There were no moments of drama as in 1984, when Brian Mulroney challenged Prime Minister John Turner over making a raft of political appointments. (“You had an option, sir, to say no,” Mr. Mulroney said, jabbing his finger, in a debate that many believe brought him to power.) Nor was there anything like the rerun between the two men four years later, when Mr. Turner said of Mr. Mulroney’s free trade deal with the Reagan administration, “You have sold us out.” (That time Mr. Turner was the one to jab his finger.)
And Monday is unlikely to bring anything as unexpected as the Orange Wave of 2011 — the New Democrats’ sweep, under Jack Layton, of Quebec that made the party the official opposition for the first time in Canada’s history.
Instead, the campaign is ending much as it started: a contest between the Liberals under Prime Minister Mark Carney and the Conservatives under Pierre Poilievre, with all the other parties sitting on the sidelines.
[Read: Who Will Be Canada’s Next Prime Minister?]
And nothing in the campaign shifted its focus away from President Trump’s trade war with Canada and his stated desire to annex Canada and make it the 51st state.
As a result, although the gap between the Liberals and the Conservatives has recently narrowed in polls, the distribution of each party’s support makes it likely that the country will have a Liberal government again.
[Read: Polls Tighten in Homestretch of Canada’s Election]
Less clear from the polls is how decisive a Liberal win may be. That will depend in part on how the party fares in ridings surrounding Toronto, as I wrote this week.
[Read: Why Greater Toronto Could Decide Who Wins Canada’s Election]
But a Liberal victory by any margin would be an extraordinary comeback. For much of last year, it appeared that Mr. Poilievre and the Conservatives would dominate any election. They led the Liberals by upward of 27 percentage points in some polls.
Then, without the unpopular Prime Minister Justin Trudeau for the Conservatives to attack, and with the surge in both anxiety and patriotism in response to Mr. Trump’s broad threats to Canada’s sovereignty and economy, the Liberals became a viable political force again under Mr. Carney.
Adding to the extraordinary nature of the story, Mr. Carney is a political neophyte up against one of Canada’s most experienced politicians, in Mr. Poilievre.
After traveling this week with Mr. Carney’s campaign, Matina Stevis-Gridneff, our Canada bureau chief, profiled the prime minister and his long path to politics through the world of finance and leading the central banks of both Canada and England.
[Read: Canada’s Anti-Trump Finds His Moment]

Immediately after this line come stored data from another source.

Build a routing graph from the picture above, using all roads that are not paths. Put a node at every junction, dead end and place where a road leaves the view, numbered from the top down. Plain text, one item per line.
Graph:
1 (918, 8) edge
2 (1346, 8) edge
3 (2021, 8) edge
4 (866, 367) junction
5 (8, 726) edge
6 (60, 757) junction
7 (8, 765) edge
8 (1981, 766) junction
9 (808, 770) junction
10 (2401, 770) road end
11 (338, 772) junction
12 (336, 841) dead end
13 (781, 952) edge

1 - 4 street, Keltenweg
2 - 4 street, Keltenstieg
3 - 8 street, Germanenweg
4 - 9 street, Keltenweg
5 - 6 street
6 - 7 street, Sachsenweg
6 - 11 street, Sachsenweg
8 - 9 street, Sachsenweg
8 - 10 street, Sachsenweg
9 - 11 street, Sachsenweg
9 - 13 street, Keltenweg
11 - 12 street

One major boost for the Liberals has been Mr. Trump’s conversion of many supporters of the Bloc Québécois, a party devoted to Quebec independence, into flag-waving Canadian patriots. During a visit to Sainte-Thérèse and Blainville in Quebec, Norimitsu Onishi, my colleague based in Montreal, found that many voters were willing to overlook Mr. Carney’s sometimes dubious command of French and his lack of connection to the province.
[Read: Despite His Shaky French, Canada’s Prime Minister Is a Hit in Quebec]

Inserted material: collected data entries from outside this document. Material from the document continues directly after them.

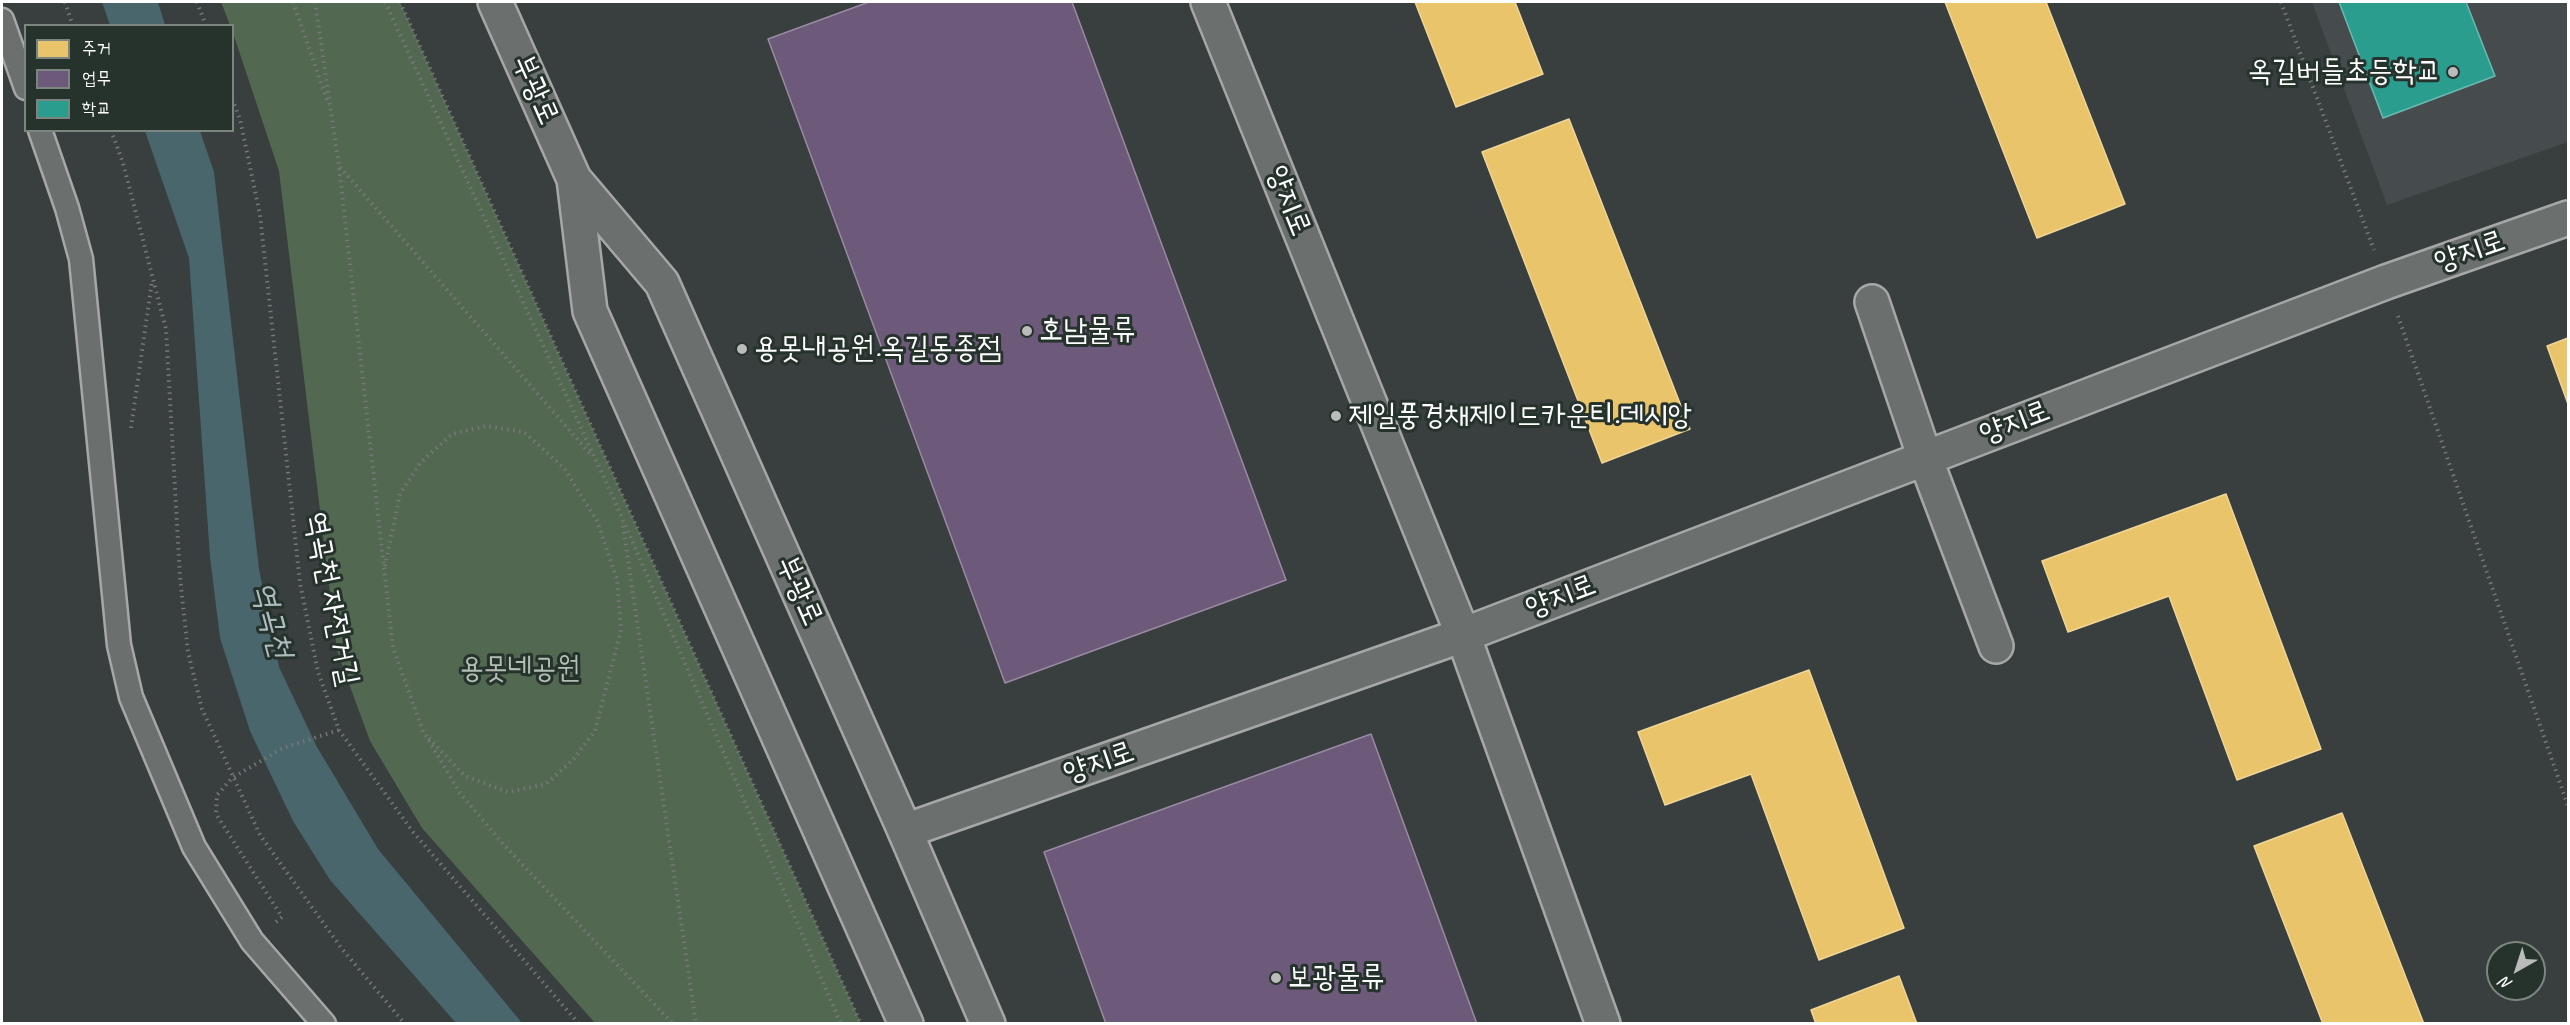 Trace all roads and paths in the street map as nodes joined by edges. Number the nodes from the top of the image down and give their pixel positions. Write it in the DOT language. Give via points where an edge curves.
graph roads {
  1 [pos="65,2"];
  2 [pos="197,2"];
  3 [pos="293,2"];
  4 [pos="315,2"];
  5 [pos="385,2"];
  6 [pos="400,2"];
  7 [pos="495,2"];
  8 [pos="1208,2"];
  9 [pos="2281,2"];
  10 [pos="2,20"];
  11 [pos="72,24"];
  12 [pos="205,24"];
  13 [pos="24,82"];
  14 [pos="234,104"];
  15 [pos="331,112"];
  16 [pos="41,132"];
  17 [pos="112,132"];
  18 [pos="339,166"];
  19 [pos="574,179"];
  20 [pos="2568,218"];
  21 [pos="153,278"];
  22 [pos="2386,282"];
  23 [pos="1872,302"];
  24 [pos="129,440"];
  25 [pos="1925,458"];
  26 [pos="596,459"];
  27 [pos="622,519"];
  28 [pos="384,571"];
  29 [pos="1463,635"];
  30 [pos="1996,646"];
  31 [pos="339,730"];
  32 [pos="423,731"];
  33 [pos="232,778"];
  34 [pos="2568,806"];
  35 [pos="905,831"];
  36 [pos="252,941"];
  37 [pos="324,1023"];
  38 [pos="405,1023"];
  39 [pos="579,1023"];
  40 [pos="673,1023"];
  41 [pos="696,1023"];
  42 [pos="841,1023"];
  43 [pos="861,1023"];
  44 [pos="906,1023"];
  45 [pos="988,1023"];
  46 [pos="1603,1023"];
  1 -- 11 [label="path"];
  2 -- 12 [label="path"];
  3 -- 15 [label="path"];
  4 -- 15 [label="path"];
  5 -- 26 [label="path"];
  6 -- 43 [label="path"];
  7 -- 19 [label="street, 부광로"];
  8 -- 29 [label="street, 양지로"];
  9 -- 22 [label="path"];
  10 -- 13 [label="lane"];
  14 -- 31 [label="path, 역곡천 자전거길" via="260,215 300,583 318,672"];
  15 -- 18 [label="path"];
  16 -- 36 [label="lane" via="81,259 119,645 131,698 194,847"];
  17 -- 21 [label="path"];
  18 -- 26 [label="path"];
  18 -- 28 [label="path"];
  19 -- 35 [label="street, 부광로" via="662,283"];
  19 -- 44 [label="street, 부광로" via="590,311"];
  20 -- 22 [label="street, 양지로"];
  21 -- 24 [label="path"];
  21 -- 33 [label="path" via="166,329 188,652 202,709"];
  22 -- 25 [label="street, 양지로"];
  22 -- 34 [label="path"];
  23 -- 25 [label="street"];
  25 -- 29 [label="street, 양지로"];
  25 -- 30 [label="street"];
  26 -- 27 [label="path"];
  27 -- 41 [label="path"];
  27 -- 42 [label="path"];
  28 -- 32 [label="path" via="393,648"];
  28 -- 32 [label="path" via="400,494 420,463 452,434 486,426 524,432 564,468 597,521 617,579 621,630 595,731 573,760 546,784 508,792 465,776"];
  29 -- 35 [label="street, 양지로"];
  29 -- 46 [label="street, 양지로"];
  31 -- 33 [label="path" via="283,748"];
  31 -- 39 [label="path, 역곡천 자전거길" via="413,832"];
  32 -- 40 [label="path" via="460,793 503,844"];
  33 -- 36 [label="path" via="217,795 216,814 282,917"];
  33 -- 38 [label="path" via="261,835 294,885"];
  35 -- 45 [label="street, 부광로"];
  36 -- 37 [label="lane"];
}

The Conservatives’ gains in recent polls appear to be partly due to Mr. Poilievre’s success in reminding voters about housing costs and inflation in general — the issues that once brought him to the top of the polls.
My colleague Vjosa Isai went to Chilliwack, British Columbia, a farming community that she found had become “a magnet for people from Vancouver who can no longer afford living there.” And many of those people want the next prime minister to do something about that.
[Read: Canada’s Million-Dollar Housing Crisis]
In this campaign, unlike the previous three, talk about climate change was relatively muted. Mr. Carney’s decision to kill the consumer carbon tax seems to be partly responsible for that, Max Bearak writes.
[Read: Climate Change, Once a Big Issue, Fades From Canada’s Election]
And this is the first federal general election in which Meta has blocked news from Canadians’ Facebook and Instagram feeds. Matina and Stuart A. Thompson report that the resulting vacuum has been filled with content that is “hyperpartisan and often veering into misinformation,” just as “cryptocurrency scams and ads that mimic legitimate news sources have proliferated on the platforms.”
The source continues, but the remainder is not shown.